An new collaboration is looking at whether poultry waste can be converted to energy and other byproducts using an advanced fixed-bed gasifier (AFBG). The lead is the Energy & Environmental Research Center (EERC) at the University of North Dakota along with DenYon Energy and the U.S. Department of Energy. The technology has been licensed by the EERC Foundation to DenYon Energy for commercialization in the poultry industry.
The project will kick off with several weeks of pilot-scale tests to assess efficiency and performance of the system. Both poultry litter and other waste materials from the industry will be tested as fuel. Ultimately, the test will be able to identify and barriers and challenges that need to be overcome to bring the technology to commercial scale.
“We are trying to achieve a complete solution for the poultry industry with this distributed energy technology,” said Nikhil Patel, Research Scientist, Project Manager, and inventor of the technology. “A distributed-scale energy and by-product recovery process is an emerging need in the poultry industry. This project can lead to environmental and economic sustainability by helping a major food processing industry eliminate waste and become more energy self-reliant.”
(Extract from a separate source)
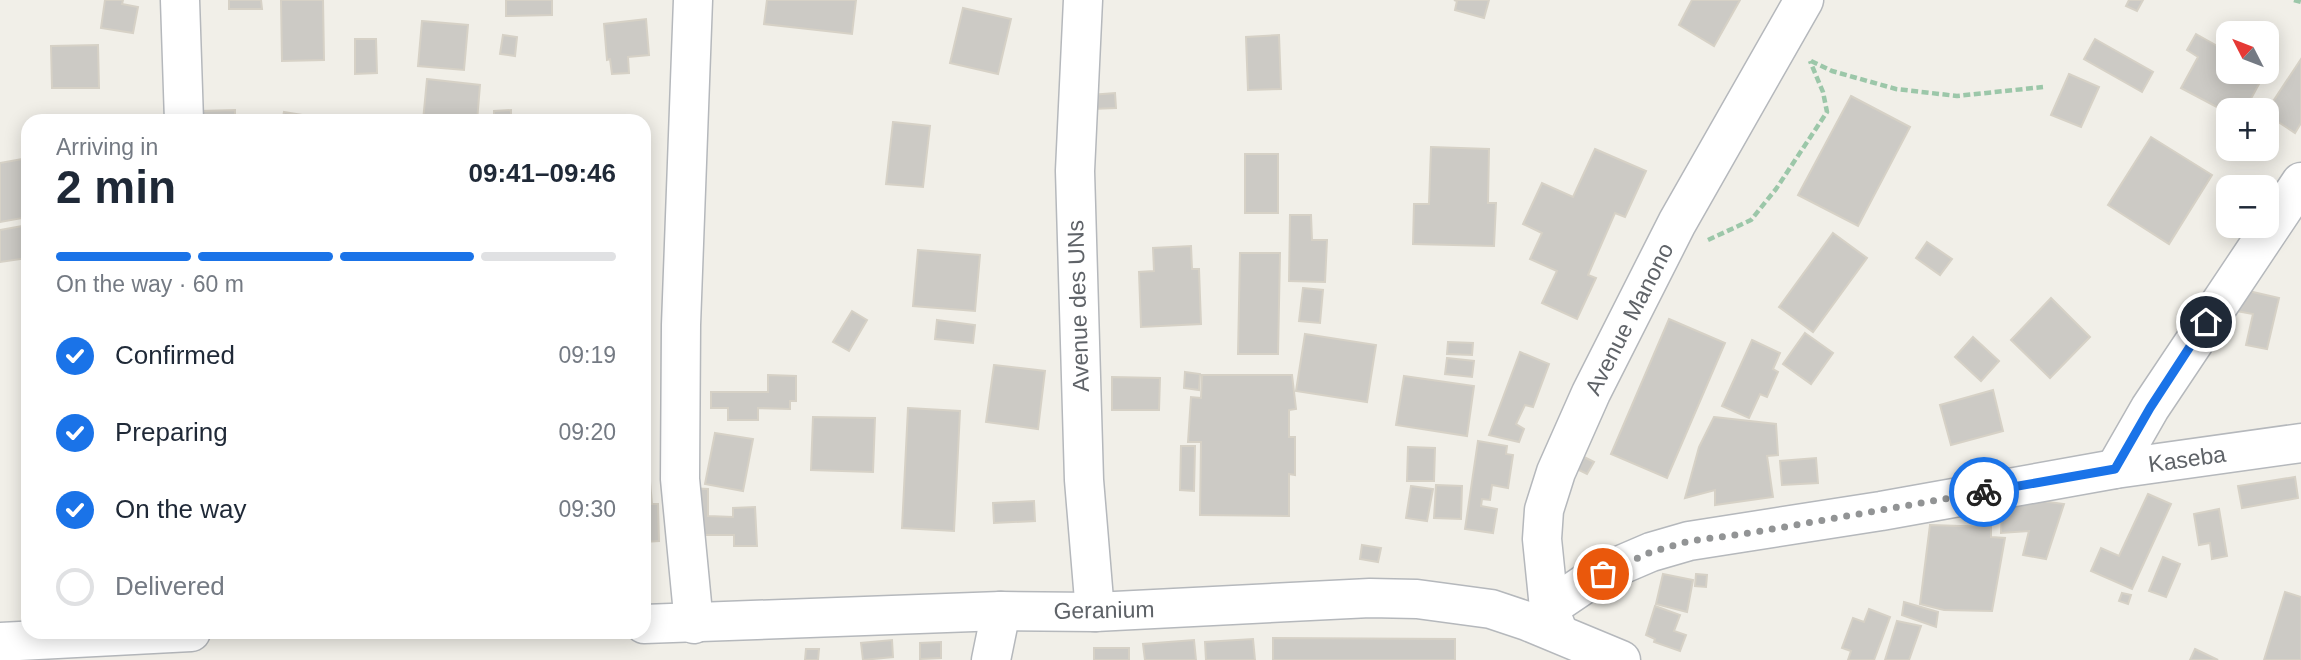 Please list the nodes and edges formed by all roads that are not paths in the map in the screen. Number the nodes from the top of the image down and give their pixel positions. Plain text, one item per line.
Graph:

If the technology proves successful, poultry farms around the globe could use their own waste, a traditional liability, to supply lower-cost energy to their operations while simultaneously reducing disposal challenges, a huge opportunity. The technology converts the poultry litter to syngas and from there the syngas can be used to create electricity and heat needed during the production process. It is estimated that a farm generating 3000 tons a year of waste could produce about 280 kilowatts of power, enough to supply all the electricity needed for one year for nearly 150 average sized homes.